Most studies focus on large firms, global context, or theoretical hurdles.
Annotated Literature Review Themes
Theme: Analytics Capability
Source: Cao, Duan & Li (2015)
Summary: PA improves decision-making by enhancing information processing (forecasting, strategic insight).
Gap: Focused only on large firms; limited sector diversity.
Theme: Culture & Leadership
Source: Dubey et al. (2019)
Summary: PA works better when backed by strong data-driven culture and leadership commitment.
Gap: No specific UK organisational context examined (global sectors).
Theme: Human Judgement / Integration
Source: Orjatsalo (2022)
Summary: PA is best used when combined with human intuition/judgement; organisations must integrate technology and intelligence.
Gap: Lack of UK-specific insight.
Theme: Barriers to Adoption
Source: Finlay (2014)
Summary: Skill shortages, poor data governance, and misunderstanding hinder PA adoption.
Gap: Mostly theoretical; little UK empirical evidence. Barriers still burden UK firms (especially smaller ones).
Theme: Industry Evidence
Source: PwC (2023)
Summary: Shows increased decision speed and efficiency through analytics in UK businesses (63% report improvement).
Gap: Not academically rigorous; correlation but not causation (often self-reported data).
Conceptual Framework Variables
Independent Variable (Adoption & Capability)
Focus: Effectiveness of exploiting PA tools, quality of analytics system, employee skill level.
Involves: Forecasting, modelling, trend analysis, statistical algorithms.
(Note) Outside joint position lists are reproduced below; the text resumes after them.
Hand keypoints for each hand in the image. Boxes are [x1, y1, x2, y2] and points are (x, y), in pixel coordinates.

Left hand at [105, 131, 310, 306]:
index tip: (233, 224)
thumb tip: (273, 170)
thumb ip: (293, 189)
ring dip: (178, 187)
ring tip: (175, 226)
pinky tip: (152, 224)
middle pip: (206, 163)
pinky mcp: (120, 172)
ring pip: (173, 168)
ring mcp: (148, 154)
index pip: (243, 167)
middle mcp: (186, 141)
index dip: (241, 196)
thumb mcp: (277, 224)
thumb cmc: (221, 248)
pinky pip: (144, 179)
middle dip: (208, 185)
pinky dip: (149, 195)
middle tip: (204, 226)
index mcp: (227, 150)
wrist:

Dependent Variable 1 (Decision-Making Process)
Focus: How managers look at information, alternatives, and decisions.
Improved by PA: Eliminating uncertainty, accelerating speed, increasing accuracy/confidence.
Dependent Variable 2 (Business Performance Outcomes)
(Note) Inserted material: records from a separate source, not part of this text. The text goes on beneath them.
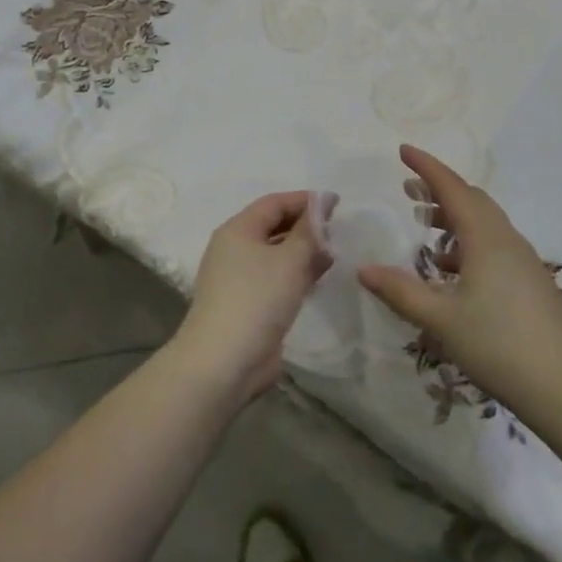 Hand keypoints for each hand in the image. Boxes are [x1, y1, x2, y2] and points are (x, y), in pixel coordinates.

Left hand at [169, 192, 330, 406]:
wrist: (224, 361)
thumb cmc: (257, 299)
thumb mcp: (290, 260)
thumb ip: (309, 231)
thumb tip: (321, 203)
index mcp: (238, 230)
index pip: (273, 203)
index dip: (304, 200)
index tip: (336, 203)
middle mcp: (235, 250)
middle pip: (273, 227)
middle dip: (305, 226)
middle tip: (337, 228)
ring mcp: (240, 279)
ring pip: (276, 255)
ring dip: (303, 252)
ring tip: (334, 252)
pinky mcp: (249, 305)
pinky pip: (276, 279)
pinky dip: (297, 274)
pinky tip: (319, 278)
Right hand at [359, 145, 561, 419]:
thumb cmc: (498, 344)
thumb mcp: (440, 318)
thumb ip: (400, 291)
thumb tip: (363, 269)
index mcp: (485, 237)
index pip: (452, 188)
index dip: (427, 167)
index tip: (403, 150)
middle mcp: (506, 240)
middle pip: (472, 200)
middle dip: (439, 188)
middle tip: (409, 187)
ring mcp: (522, 261)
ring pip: (485, 222)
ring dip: (454, 215)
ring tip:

Focus: Reflections of better decision-making.
Examples: Better forecasting, reduced costs, enhanced operating capabilities, improved customer service.
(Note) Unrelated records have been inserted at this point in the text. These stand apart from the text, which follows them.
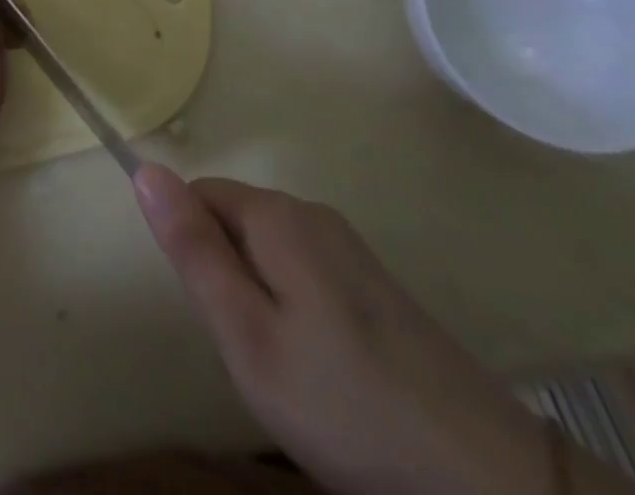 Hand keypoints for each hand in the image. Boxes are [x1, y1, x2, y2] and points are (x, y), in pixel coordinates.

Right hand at [133, 165, 548, 494]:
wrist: (489, 479)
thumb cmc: (345, 402)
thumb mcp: (246, 333)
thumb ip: (192, 248)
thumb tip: (144, 169)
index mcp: (277, 215)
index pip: (197, 195)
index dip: (194, 251)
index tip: (221, 314)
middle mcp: (312, 212)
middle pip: (233, 220)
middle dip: (227, 275)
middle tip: (254, 349)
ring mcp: (350, 248)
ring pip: (268, 251)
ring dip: (260, 296)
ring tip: (290, 366)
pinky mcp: (377, 285)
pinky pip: (305, 273)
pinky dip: (296, 310)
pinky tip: (327, 370)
Moderating Factors (Strengthen/Weaken the relationship)
Factor 1: Organisational Culture
Influence: Willingness to accept and trust analytics (supportive culture strengthens PA).
Factor 2: Data Quality
Influence: Reliability of data (good data increases effects; bad data diminishes results).
Factor 3: Leadership Support
Influence: Allocation of resources, training, and strategic direction (fosters PA adoption and use).